We identified 294 infants and fetuses with situs inversus (6.8% non-live births). We estimated the combined prevalence per 10,000 live births as 1.72 during the pandemic versus 1.71 before the pandemic (OR = 1.005; 95% CI: 0.778-1.297). The estimated annual prevalence ranged from 1.41 in 2017 to 2.21 in 2019 with no significant trend across the study period (p = 0.39).

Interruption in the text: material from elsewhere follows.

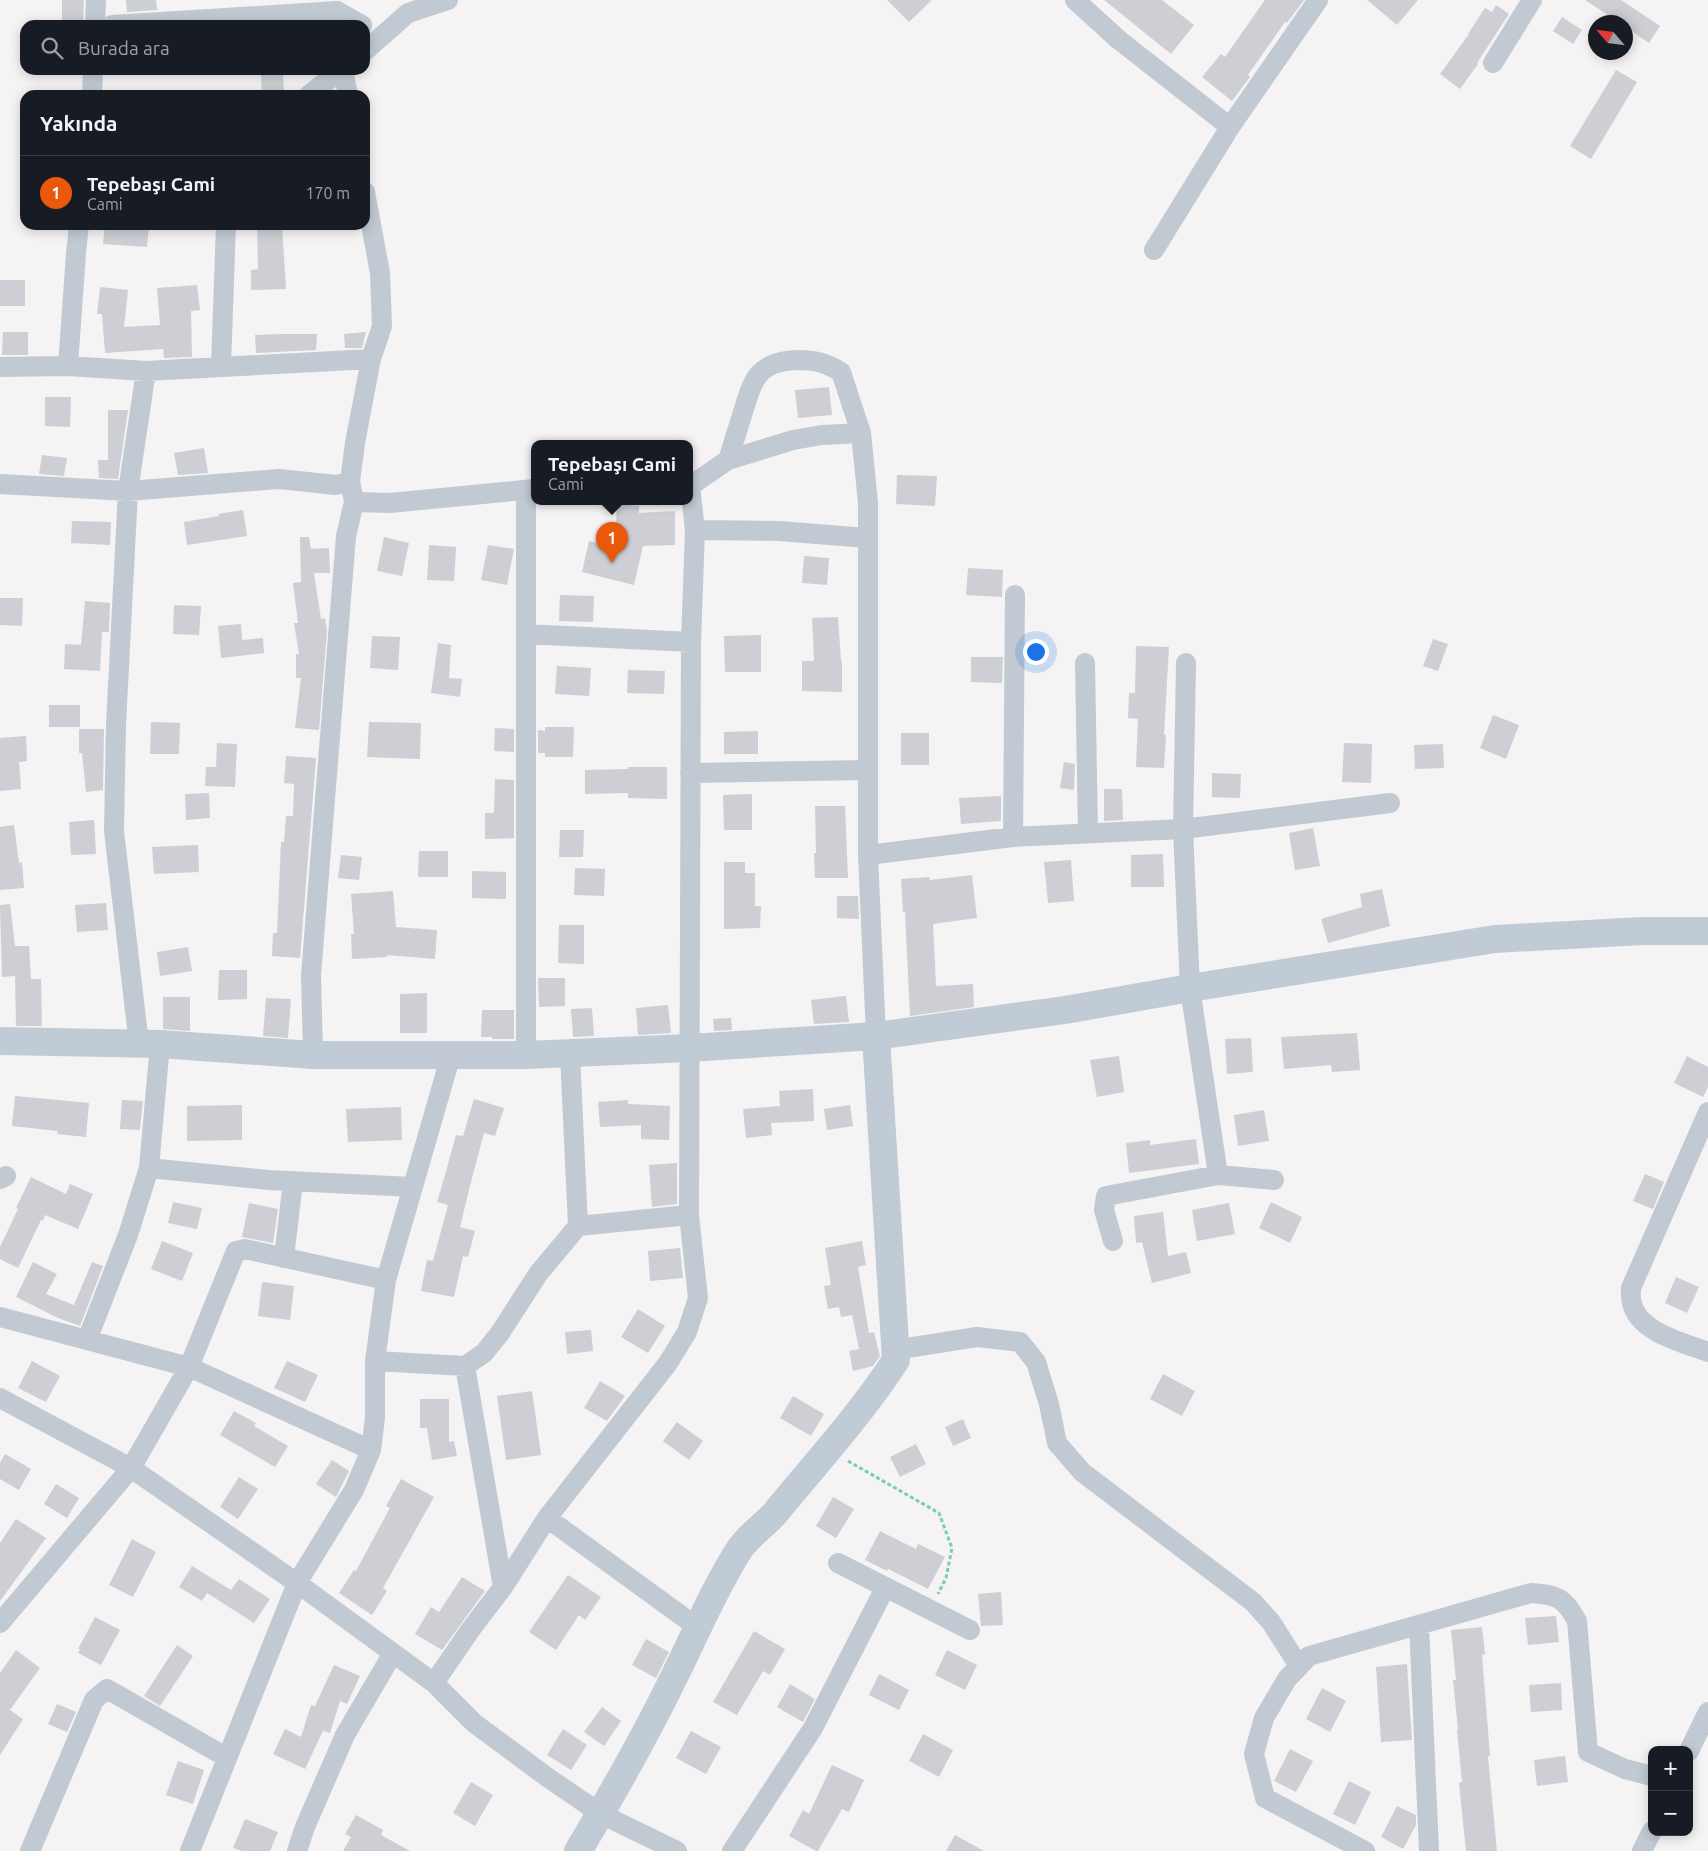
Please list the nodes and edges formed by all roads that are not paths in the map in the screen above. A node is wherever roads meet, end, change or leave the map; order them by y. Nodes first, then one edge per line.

We did not observe an increase in situs inversus during the SARS-CoV-2 pandemic. Because information about SARS-CoV-2 infection among individual pregnancies was not available from all programs, we could not assess a specific association with maternal infection.
来自中国的报告称,在该国“动态清零”政策放开后,2023年胎儿内脏反位的发生率有所上升,这表明其与孕妇感染SARS-CoV-2有关。然而,一份来自斯堪的纳维亚半岛出生缺陷监测数据的报告显示,在SARS-CoV-2大流行期间(2020 - 2022年与2018 - 2019年相比)并未出现持续上升。我们检查了出生缺陷监测数据,以评估在美国SARS-CoV-2大流行期间内脏反位是否有增加。
我们合并了来自马萨诸塞州、明尼苏达州、北卡罗来纳州和佐治亚州亚特兰大市的四个基于人群的出生缺陷项目的数据,以比较在SARS-CoV-2大流行之前(2017 - 2019年)和期间(2021 - 2022年)出生的婴儿和胎儿中内脏反位的患病率。我们将内脏反位定义为心脏和/或其他器官的镜像转位,或伴有内脏反位的原发性纤毛运动障碍,不包括孤立性右位心。这些项目在纳入的妊娠结局(活产±非活产)方面存在差异;所有项目都包括产前和产后诊断。
我们确定了294例有内脏反位的婴儿和胎儿(6.8%为非活产)。我们估计大流行期间每10000例活产中的合并患病率为1.72,大流行之前为1.71(比值比 = 1.005;95%置信区间:0.778 - 1.297)。估计的年患病率从2017年的1.41到2019年的2.21不等,在整个研究期间没有显著趋势(p = 0.39)。
我们没有观察到在SARS-CoV-2大流行期间内脏反位增加。由于并非所有项目都能获得个体妊娠中SARS-CoV-2感染的信息,我们无法评估其与孕妇感染的具体关联。